Based on an analysis of China’s HGV development, the authors speculate that the PRC’s main priority for the DF-ZF is to bypass regional BMD. Of all the launchers currently deployed by the PRC, based on the assumed intent and estimated range capabilities, the DF-21 seems to be the most likely launch platform for the HGV. Unlike the DF-31, which is a liquid-fueled intercontinental ballistic missile (ICBM), the DF-21 is a solid-fueled medium-range ballistic missile, which means quick preparation times compared to liquid-fueled. It also has a reported range of at least 1,500 km (932 miles), meaning it can reach all of the countries in the East Asian region. In 2001, it was reported that the solid fueled DF-21 takes anywhere between 10 to 15 minutes to prepare. [6] Since technology has advanced immensely over the last 15 years, it is very possible that it now takes even less time to prepare. The newly released DF-26 is the next generation of the DF-21 and has a longer range. It is speculated that China will use the DF-26 as a launch platform for the DF-ZF in the future (IHS Jane’s 360, November 26, 2015). No matter the type of launch platform, an HGV can extend the reach of any missile by at least 1,000 km. If the DF-ZF truly does have the capability to bypass ballistic missile defense, it has the potential to deliver a devastating conventional or nuclear strike to any country. Even the threat of its use could be sufficient to make an adversary consider Chinese demands.

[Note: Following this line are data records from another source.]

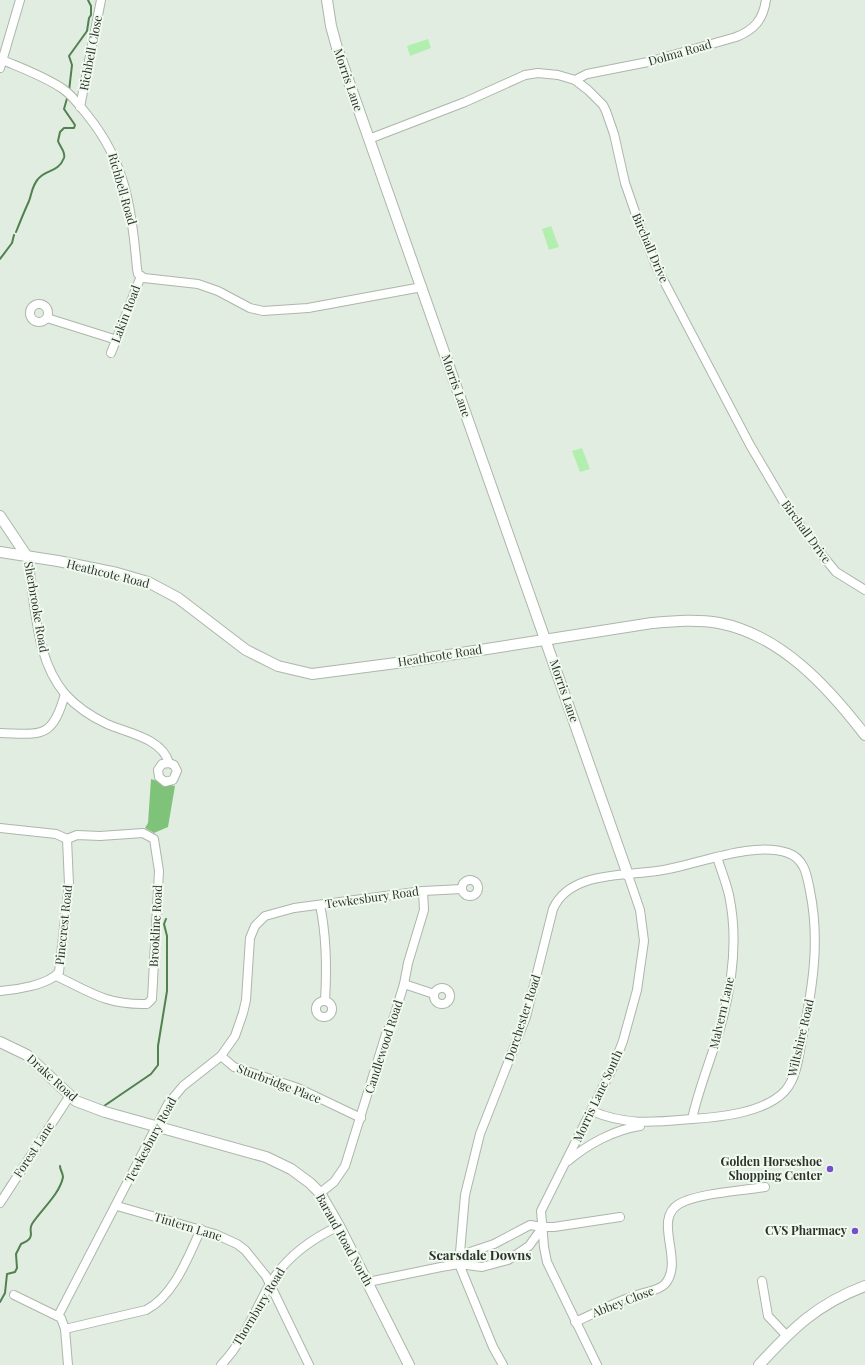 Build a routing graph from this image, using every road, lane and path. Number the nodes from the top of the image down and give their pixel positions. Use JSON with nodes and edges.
{"nodes":[{"id":1,"x":20,"y":0,"type":"edge"},
{"id":2,"x":101,"y":0,"type":"edge"},
{"id":3,"x":327,"y":0,"type":"edge"},
{"id":4,"x":766,"y":0,"type":"edge"},
{"id":5,"x":1,"y":62,"type":"edge"},
{"id":6,"x":575,"y":80,"type":"junction"},
{"id":7,"x":80,"y":107,"type":"junction"},
{"id":8,"x":369,"y":139,"type":"junction"},
{"id":9,"x":141,"y":276,"type":"junction"},
{"id":10,"x":422,"y":286,"type":"junction"},
{"id":11,"x":47,"y":318,"type":"dead end"},
{"id":12,"x":117,"y":340,"type":"junction"},
{"id":13,"x":111,"y":353,"type":"dead end"},
{"id":14,"x":0,"y":516,"type":"edge"},
{"id":15,"x":0,"y":552,"type":"edge"},
{"id":16,"x":26,"y":555,"type":"junction"},
{"id":17,"x":865,"y":590,"type":"edge"},
{"id":18,"x":546,"y":640,"type":"junction"},
{"id":19,"x":65,"y":694,"type":"junction"},
{"id":20,"x":0,"y":733,"type":"edge"},
{"id":21,"x":865,"y":735,"type":"edge"},
{"id":22,"x":169,"y":763,"type":"dead end"},
{"id":23,"x":591,"y":770,"type":"joint"},
{"id":24,"x":0,"y":828,"type":"edge"},
{"id":25,"x":67,"y":839,"type":"junction"},
{"id":26,"x":790,"y":854,"type":"joint"},
{"id":27,"x":717,"y":857,"type":"junction"},
{"id":28,"x":628,"y":875,"type":"junction"},
{"id":29,"x":462,"y":889,"type":"dead end"},
{"id":30,"x":423,"y":891,"type":"junction"},
{"id":31,"x":320,"y":906,"type":"junction"},
{"id":32,"x":56,"y":976,"type":"junction"},
{"id":33,"x":404,"y":984,"type":"junction"},
{"id":34,"x":0,"y":991,"type":"edge"},
{"id":35,"x":434,"y":994,"type":"dead end"},
{"id":36,"x":325,"y":1001,"type":"dead end"},
{"id":37,"x":0,"y":1042,"type":"edge"},
{"id":38,"x":221,"y":1056,"type":"junction"},
{"id":39,"x":70,"y":1097,"type":"junction"},
{"id":40,"x":592,"y":1111,"type":"junction"},
{"id":41,"x":105,"y":1112,"type":"joint"},
{"id":42,"x":361,"y":1118,"type":"junction"},
{"id":43,"x":692,"y":1119,"type":"junction"},
{"id":44,"x":654,"y":1122,"type":"junction"},
{"id":45,"x":157,"y":1127,"type":"junction"},
{"id":46,"x":565,"y":1163,"type":"junction"},
{"id":47,"x":765,"y":1187,"type":"dead end"},
{"id":48,"x":320,"y":1193,"type":"junction"},
{"id":49,"x":0,"y":1203,"type":"edge"},
{"id":50,"x":117,"y":1206,"type":"junction"},
{"id":51,"x":620,"y":1217,"type":"dead end"},
{"id":52,"x":339,"y":1226,"type":"junction"},
{"id":53,"x":542,"y":1227,"type":"junction"},
{"id":54,"x":200,"y":1229,"type":"junction"},
{"id":55,"x":459,"y":1264,"type":"junction"},
{"id":56,"x":762,"y":1281,"type":"dead end"},
{"id":57,"x":368,"y":1282,"type":"junction"},
{"id":58,"x":270,"y":1285,"type":"junction"},
{"id":59,"x":865,"y":1286,"type":"edge"},
{"id":60,"x":14,"y":1295,"type":"dead end"},
{"id":61,"x":58,"y":1316,"type":"junction"},
{"id":62,"x":575,"y":1322,"type":"junction"},
{"id":63,"x":65,"y":1329,"type":"junction"},
{"id":64,"x":786,"y":1335,"type":"junction"},
{"id":65,"x":68,"y":1365,"type":"edge"},
{"id":66,"x":221,"y":1365,"type":"edge"},
{"id":67,"x":309,"y":1365,"type":"edge"},
{"id":68,"x":409,"y":1365,"type":"edge"},
{"id":69,"x":503,"y":1365,"type":"edge"},
{"id":70,"x":597,"y":1365,"type":"edge"},
{"id":71,"x":759,"y":1365,"type":"edge"}],
"edges":[{"from":1,"to":5,"type":"street"},
{"from":2,"to":7,"type":"street","name":"Richbell Close"},
{"from":3,"to":8,"type":"street","name":"Morris Lane"},
{"from":4,"to":6,"type":"street","name":"Dolma Road"},
{"from":5,"to":7,"type":"street","name":"Richbell Road"},
{"from":6,"to":8,"type":"street","name":"Birchall Drive"},
{"from":6,"to":17,"type":"street","name":"Birchall Drive"},
{"from":7,"to":9,"type":"street","name":"Richbell Road"},
{"from":8,"to":10,"type":"street","name":"Morris Lane"},
{"from":9,"to":10,"type":"street"},
{"from":9,"to":12,"type":"street","name":"Lakin Road"},
{"from":10,"to":18,"type":"street","name":"Morris Lane"},
{"from":11,"to":12,"type":"street"},
{"from":12,"to":13,"type":"street","name":"Lakin Road"},
{"from":14,"to":16,"type":"street","name":"Sherbrooke Road"},
{"from":15,"to":16,"type":"street","name":"Heathcote Road"},
{"from":16,"to":18,"type":"street","name":"Heathcote Road"},
{"from":16,"to":19,"type":"street","name":"Sherbrooke Road"},
{"from":18,"to":21,"type":"street","name":"Heathcote Road"},
{"from":18,"to":23,"type":"street","name":"Morris Lane"},
{"from":19,"to":20,"type":"street"},
{"from":19,"to":22,"type":"street","name":"Sherbrooke Road"},
{"from":23,"to":28,"type":"street","name":"Morris Lane South"},
{"from":24,"to":25,"type":"street"},
{"from":25,"to":32,"type":"street","name":"Pinecrest Road"},
{"from":25,"to":32,"type":"street","name":"Brookline Road"},
{"from":26,"to":27,"type":"street","name":"Dorchester Road"},
{"from":26,"to":43,"type":"street","name":"Wiltshire Road"},
{"from":27,"to":28,"type":"street","name":"Dorchester Road"},
{"from":27,"to":43,"type":"street","name":"Malvern Lane"},
{"from":28,"to":40,"type":"street","name":"Morris Lane South"},
{"from":28,"to":55,"type":"street","name":"Dorchester Road"},
{"from":29,"to":30,"type":"street","name":"Tewkesbury Road"},
{"from":30,"to":31,"type":"street","name":"Tewkesbury Road"},
{"from":30,"to":33,"type":"street","name":"Candlewood Road"},
{"from":31,"to":36,"type":"street"},
{"from":31,"to":38,"type":"street","name":"Tewkesbury Road"},
{"from":32,"to":34,"type":"street","name":"Pinecrest Road"},
{"from":33,"to":35,"type":"street"},
{"from":33,"to":42,"type":"street","name":"Candlewood Road"},
{"from":37,"to":39,"type":"street","name":"Drake Road"},
{"from":38,"to":42,"type":"street","name":"Sturbridge Place"},
{"from":38,"to":45,"type":"street","name":"Tewkesbury Road"},
{"from":39,"to":41,"type":"street","name":"Drake Road"},
{"from":39,"to":49,"type":"street","name":"Forest Lane"},
{"from":40,"to":44,"type":"street","name":"Wiltshire Road"},
{"from":40,"to":46,"type":"street","name":"Morris Lane South"},
{"from":41,"to":45,"type":"street","name":"Baraud Road North"},
{"from":42,"to":48,"type":"street","name":"Candlewood Road"},
{"from":43,"to":44,"type":"street","name":"Wiltshire Road"},
{"from":44,"to":46,"type":"street","name":"Wiltshire Road"},
{"from":45,"to":48,"type":"street","name":"Baraud Road North"},
{"from":45,"to":50,"type":"street","name":"Tewkesbury Road"},
{"from":46,"to":53,"type":"street","name":"Morris Lane South"},
{"from":47,"to":62,"type":"street","name":"Abbey Close"},
{"from":48,"to":52,"type":"street","name":"Baraud Road North"},
{"from":50,"to":54,"type":"street","name":"Tintern Lane"},
{"from":50,"to":61,"type":"street","name":"Tewkesbury Road"},
{"from":51,"to":53,"type":"street"},
{"from":52,"to":57,"type":"street","name":"Baraud Road North"},
{"from":52,"to":58,"type":"street","name":"Thornbury Road"},
{"from":53,"to":55,"type":"street"},
{"from":53,"to":55,"type":"street"},
{"from":53,"to":62,"type":"street","name":"Morris Lane South"},
{"from":54,"to":58,"type":"street","name":"Tintern Lane"},
{"from":54,"to":63,"type":"street"},
{"from":55,"to":57,"type":"street"},
{"from":55,"to":69,"type":"street","name":"Dorchester Road"},
{"from":56,"to":64,"type":"street"},
{"from":57,"to":68,"type":"street","name":"Baraud Road North"},
{"from":58,"to":66,"type":"street","name":"Thornbury Road"},
{"from":58,"to":67,"type":"street","name":"Tintern Lane"},
{"from":59,"to":64,"type":"street"},
{"from":60,"to":61,"type":"street"},
{"from":61,"to":63,"type":"street"},
{"from":62,"to":70,"type":"street","name":"Morris Lane South"},
{"from":63,"to":65,"type":"street"},
{"from":64,"to":71,"type":"street"}]}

There are clear symbolic and military benefits for the nation that successfully develops a hypersonic weapon. The DF-ZF, though impressive, still has a long way to go before it can truly threaten the security of the United States and its allies. Therefore, China will continue frequent testing of the DF-ZF as a display of its military’s power and advancement. Although in its current form the applications of the DF-ZF are constrained to East Asia, it is likely that China will continue to expand the range and capabilities of this weapon. Given the recent increase in investments in BMD by nations such as Japan, South Korea and Taiwan, the DF-ZF is a potentially destabilizing capability. If China is able to complete development of the system and operationalize it over the coming years, the DF-ZF system could further erode the U.S. military’s deterrent in Asia. In the future, it will play an important role in calculating the relative balance of power in the region.

Erika Solem is a Ph. D. Fellow at the Potomac Foundation where she supports the research efforts on the "China’s 21st Century Strategic Arsenal" project. She is a first year Ph. D. student at George Washington University with a focus on Chinese Space Policy and Defense. She has extensive experience both living and studying in China.

Karen Montague is a Research Fellow at the Potomac Foundation, where she assists in war gaming and simulation development efforts and supports the research efforts on the "China’s 21st Century Strategic Arsenal" project. She earned her B.A. in International Studies from Texas A&M University in 2011 and M.S. in Defense and Strategic Studies from Missouri State University in 2013.

Notes

1. The U.S. and Russia are also developing a new class of ballistic missiles. This class would have the same high-speed, low altitude and weaving characteristics of an HGV, allowing it to travel above Mach 5 speeds and evade BMD. Most recently, Russia has developed a hypersonic missile that can be launched from a nuclear-powered submarine (RT, March 17). Currently, China has not announced or demonstrated research into this class of missiles; all three countries seem to be prioritizing development of the glide vehicle.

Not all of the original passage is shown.